Manual annotations are saved, but not in a dataset? How to export them?

Hi!

I think I basically have two main questions:

  1. Why does prodigy show that we have 0 datasets (should be 1, I guess)? (And: Did we do something wrong or is this by design?)
  2. How can we export the annotations? prodigy db-out datasetname does not work, since there is no dataset.

Some background info: We created the annotation tasks following the tutorial by issuing:

prodigy newstsa polnewstargetsentiment -F path/newstsarecipe.py path/anno.jsonl

Also, three coders already worked on the annotations, we have more than 700 annotations currently. I do see these annotations when viewing prodigy.db in a SQLite viewer. However, prodigy states that there are 0 datasets:

root@077935fff106:/prodigy/home# prodigy stats -ls

  ?  Prodigy stats

Version          1.8.4
Location         /usr/local/lib/python3.6/site-packages/prodigy
Prodigy Home     /root/.prodigy
Platform         Linux-4.15.0-64-generic-x86_64-with-debian-10.1
Python Version   3.6.9
Database Name    SQLite
Database Id      sqlite
Total Datasets   0
Total Sessions   0

Here's how one of the annotation tasks looks like in DB (note that the id from before polnewstargetsentiment occurs here, too - so I guess the command from above worked well?).

{"targetphrase":"sometext","text":"sometext,","html":"somehtml,","options":[{"id":"positive","text":"\ud83d\ude0a positive"},{"id":"neutral","text":"\ud83d\ude36 neutral"},{"id":"negative","text":"\ud83d\ude41 negative"},{"id":"posneg","text":"\ud83d\ude0a+\ud83d\ude41 pos. and neg."}],"_input_hash":-624773216,"_task_hash":868511941,"_session_id":"polnewstargetsentiment-timo","_view_id":"choice","accept":["neutral"],"answer":"accept"}

Thank you in advance!

Cheers,
Felix

Hi! There are two things to check here:

  1. Does your recipe in newstsarecipe.py pass through and return the name of the dataset polnewstargetsentiment and return it as the "dataset" setting? This is how Prodigy knows where to save the annotations. (When you first start the server, the dataset is created if it doesn't exist – but it's often a good idea to explicitly run prodigy dataset to add a new set, to make sure everything it set up correctly.)
  2. When you start up the server for your annotators, does it always run under the same user account / write to the same DB? By default, a database prodigy.db the Prodigy home directory (.prodigy in the user home) is created and used. But if you're starting the server under different user accounts for instance, it may create a separate database for each user. In that case, you probably want to configure the database settings to make sure you're always writing to the same DB.
1 Like

Hi Ines!

Regarding your first question: I guess so, see:

@prodigy.recipe('newstsa',
                dataset=prodigy.recipe_args['dataset'],
                file_path=("Path to texts", "positional", None, str))
def sentiment(dataset, file_path):
    """Annotate the sentiment of texts using different mood options."""
    stream = JSONL(file_path)  # load in the JSONL file
    stream = add_options(stream)  # add options to each task

    return {
        'dataset': dataset,  # save annotations in this dataset
        'view_id': 'choice',  # use the choice interface
        "config": {
            "choice_auto_accept": True,  # auto-accept example, once the users selects an option
            "instructions": "/prodigy/manual.html"
        },
        'on_exit': on_exit,
        'stream': stream,
    }

Regarding the second question: I think so, too. On the server, there is only one user (root) and the Prodigy home dir is set via a environment variable.
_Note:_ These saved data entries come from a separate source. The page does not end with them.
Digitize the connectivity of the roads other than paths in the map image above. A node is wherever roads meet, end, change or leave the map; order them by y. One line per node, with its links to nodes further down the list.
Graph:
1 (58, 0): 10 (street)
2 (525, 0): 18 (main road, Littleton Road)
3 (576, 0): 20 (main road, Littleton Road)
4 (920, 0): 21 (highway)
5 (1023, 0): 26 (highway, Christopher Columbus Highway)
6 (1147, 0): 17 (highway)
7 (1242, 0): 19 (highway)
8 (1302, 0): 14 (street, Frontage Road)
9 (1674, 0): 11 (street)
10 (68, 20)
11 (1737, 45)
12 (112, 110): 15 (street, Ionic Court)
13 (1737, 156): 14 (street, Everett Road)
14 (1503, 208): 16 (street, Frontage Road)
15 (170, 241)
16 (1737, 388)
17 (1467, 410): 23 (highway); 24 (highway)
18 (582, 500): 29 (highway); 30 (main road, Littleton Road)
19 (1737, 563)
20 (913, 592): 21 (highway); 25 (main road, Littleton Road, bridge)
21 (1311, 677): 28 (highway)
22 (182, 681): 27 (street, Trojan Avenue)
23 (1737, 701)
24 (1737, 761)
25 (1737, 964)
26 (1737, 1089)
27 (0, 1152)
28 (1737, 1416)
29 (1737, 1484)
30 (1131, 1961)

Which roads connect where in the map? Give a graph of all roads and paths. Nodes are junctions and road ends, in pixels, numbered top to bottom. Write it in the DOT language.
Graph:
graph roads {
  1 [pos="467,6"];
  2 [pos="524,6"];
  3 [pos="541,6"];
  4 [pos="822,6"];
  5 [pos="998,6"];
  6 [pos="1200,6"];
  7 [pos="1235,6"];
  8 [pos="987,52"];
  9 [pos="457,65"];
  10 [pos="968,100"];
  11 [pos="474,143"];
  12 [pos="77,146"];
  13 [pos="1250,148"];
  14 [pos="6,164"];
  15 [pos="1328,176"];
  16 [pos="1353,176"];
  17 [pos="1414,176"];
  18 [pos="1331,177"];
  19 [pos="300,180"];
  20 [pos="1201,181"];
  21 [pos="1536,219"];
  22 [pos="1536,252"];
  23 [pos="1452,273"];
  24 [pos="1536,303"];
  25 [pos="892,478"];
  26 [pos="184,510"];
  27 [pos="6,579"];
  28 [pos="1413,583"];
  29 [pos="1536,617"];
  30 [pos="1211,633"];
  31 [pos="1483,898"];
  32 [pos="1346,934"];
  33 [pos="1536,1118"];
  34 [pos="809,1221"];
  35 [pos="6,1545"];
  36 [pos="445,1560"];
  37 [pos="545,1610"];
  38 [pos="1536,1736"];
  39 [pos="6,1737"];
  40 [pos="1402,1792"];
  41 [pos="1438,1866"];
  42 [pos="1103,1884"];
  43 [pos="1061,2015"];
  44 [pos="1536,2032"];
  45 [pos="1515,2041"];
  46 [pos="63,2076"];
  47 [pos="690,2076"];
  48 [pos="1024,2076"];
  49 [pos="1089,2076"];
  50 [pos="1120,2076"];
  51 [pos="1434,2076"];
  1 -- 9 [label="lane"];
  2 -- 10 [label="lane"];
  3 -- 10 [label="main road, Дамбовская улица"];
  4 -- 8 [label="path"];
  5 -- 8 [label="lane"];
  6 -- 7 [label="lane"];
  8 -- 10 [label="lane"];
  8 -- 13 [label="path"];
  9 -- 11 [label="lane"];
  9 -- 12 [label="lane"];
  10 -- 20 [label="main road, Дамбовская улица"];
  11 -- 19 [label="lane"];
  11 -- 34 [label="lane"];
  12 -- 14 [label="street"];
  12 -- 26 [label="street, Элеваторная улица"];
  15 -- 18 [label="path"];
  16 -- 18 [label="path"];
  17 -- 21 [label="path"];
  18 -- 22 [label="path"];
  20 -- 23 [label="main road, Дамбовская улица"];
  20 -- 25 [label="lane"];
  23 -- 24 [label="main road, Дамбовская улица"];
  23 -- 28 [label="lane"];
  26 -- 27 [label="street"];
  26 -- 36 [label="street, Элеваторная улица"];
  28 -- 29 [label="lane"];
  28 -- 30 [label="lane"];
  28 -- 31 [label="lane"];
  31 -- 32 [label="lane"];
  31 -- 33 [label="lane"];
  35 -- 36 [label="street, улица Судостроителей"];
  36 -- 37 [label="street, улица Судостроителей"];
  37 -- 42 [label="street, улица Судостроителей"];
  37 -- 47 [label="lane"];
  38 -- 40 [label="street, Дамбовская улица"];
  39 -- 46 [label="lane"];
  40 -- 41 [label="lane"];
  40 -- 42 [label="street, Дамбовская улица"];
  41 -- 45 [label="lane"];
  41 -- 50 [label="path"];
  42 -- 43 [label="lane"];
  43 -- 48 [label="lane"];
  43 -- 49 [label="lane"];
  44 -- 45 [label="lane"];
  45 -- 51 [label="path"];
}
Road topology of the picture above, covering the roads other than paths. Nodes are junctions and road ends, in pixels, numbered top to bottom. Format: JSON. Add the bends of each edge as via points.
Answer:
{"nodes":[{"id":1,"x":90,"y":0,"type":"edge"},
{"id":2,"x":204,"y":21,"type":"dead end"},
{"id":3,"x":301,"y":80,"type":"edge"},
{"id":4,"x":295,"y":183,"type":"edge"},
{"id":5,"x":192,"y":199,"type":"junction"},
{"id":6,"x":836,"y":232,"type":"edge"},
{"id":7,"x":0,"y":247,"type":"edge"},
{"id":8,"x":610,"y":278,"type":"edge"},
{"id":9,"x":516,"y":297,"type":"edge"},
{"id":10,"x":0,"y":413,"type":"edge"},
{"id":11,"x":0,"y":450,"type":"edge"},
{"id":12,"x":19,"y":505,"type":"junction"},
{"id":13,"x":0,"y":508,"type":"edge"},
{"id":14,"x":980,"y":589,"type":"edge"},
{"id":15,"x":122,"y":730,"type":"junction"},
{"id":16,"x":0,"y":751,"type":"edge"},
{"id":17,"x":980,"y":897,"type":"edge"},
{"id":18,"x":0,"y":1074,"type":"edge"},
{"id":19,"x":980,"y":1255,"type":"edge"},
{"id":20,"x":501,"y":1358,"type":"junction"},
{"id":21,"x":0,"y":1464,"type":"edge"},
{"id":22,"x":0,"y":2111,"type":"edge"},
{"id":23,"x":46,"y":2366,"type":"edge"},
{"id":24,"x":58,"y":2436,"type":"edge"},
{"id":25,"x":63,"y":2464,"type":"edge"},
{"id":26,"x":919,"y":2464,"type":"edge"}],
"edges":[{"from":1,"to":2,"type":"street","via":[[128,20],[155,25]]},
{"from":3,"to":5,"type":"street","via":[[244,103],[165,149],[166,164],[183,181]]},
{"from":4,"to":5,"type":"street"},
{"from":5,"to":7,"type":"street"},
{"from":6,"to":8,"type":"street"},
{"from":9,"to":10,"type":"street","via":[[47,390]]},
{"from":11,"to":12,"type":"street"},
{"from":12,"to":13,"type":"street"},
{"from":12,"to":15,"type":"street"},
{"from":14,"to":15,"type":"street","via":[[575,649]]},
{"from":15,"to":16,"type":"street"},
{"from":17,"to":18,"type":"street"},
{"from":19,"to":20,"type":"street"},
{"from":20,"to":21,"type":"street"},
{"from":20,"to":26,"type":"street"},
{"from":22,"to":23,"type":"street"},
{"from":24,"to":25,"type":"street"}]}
Thanks for the update – the recipe definitely looks correct :+1:

When you're running prodigy stats and prodigy db-out, are you setting that environment variable, too? And is the location shown in the stats (/root/.prodigy) correct?

Since you can see the tables and data in the SQLite browser, I think the most likely explanation is that the database you're loading here is not the same one that the annotations were saved to. Under the hood, the database commands only really do something like this:

from prodigy.components.db import connect
import srsly

db = connect()
examples = db.get_dataset("dataset_name")
srsly.write-jsonl("/path/to/data.jsonl", examples)
1 Like

Alright, that's what I got wrong: when running prodigy in "server mode" so that people can use it to annotate our data, I set the env variables, but when issuing db stats and the like, I'm not; hence, the differences in the output of the db stats command, which shows 0 datasets without the environment variable, but as expected shows 1 dataset when the environment variable is set properly. I'm sorry for the confusion, I totally missed that the stats command already showed that there was a different home path. And thank you for the help!

1 Like

No worries, glad it's working now! :+1:

this doesn't seem like a valid function name

this works

with open(filename, "w") as fh:
    for ex in examples:
        fh.write(srsly.json_dumps(ex) + "\n")

Ah, sorry, that was of course supposed to be write_jsonl! Also see here: GitHub - explosion/srsly: 🦉 Modern high-performance serialization utilities for Python (JSON, MessagePack, Pickle)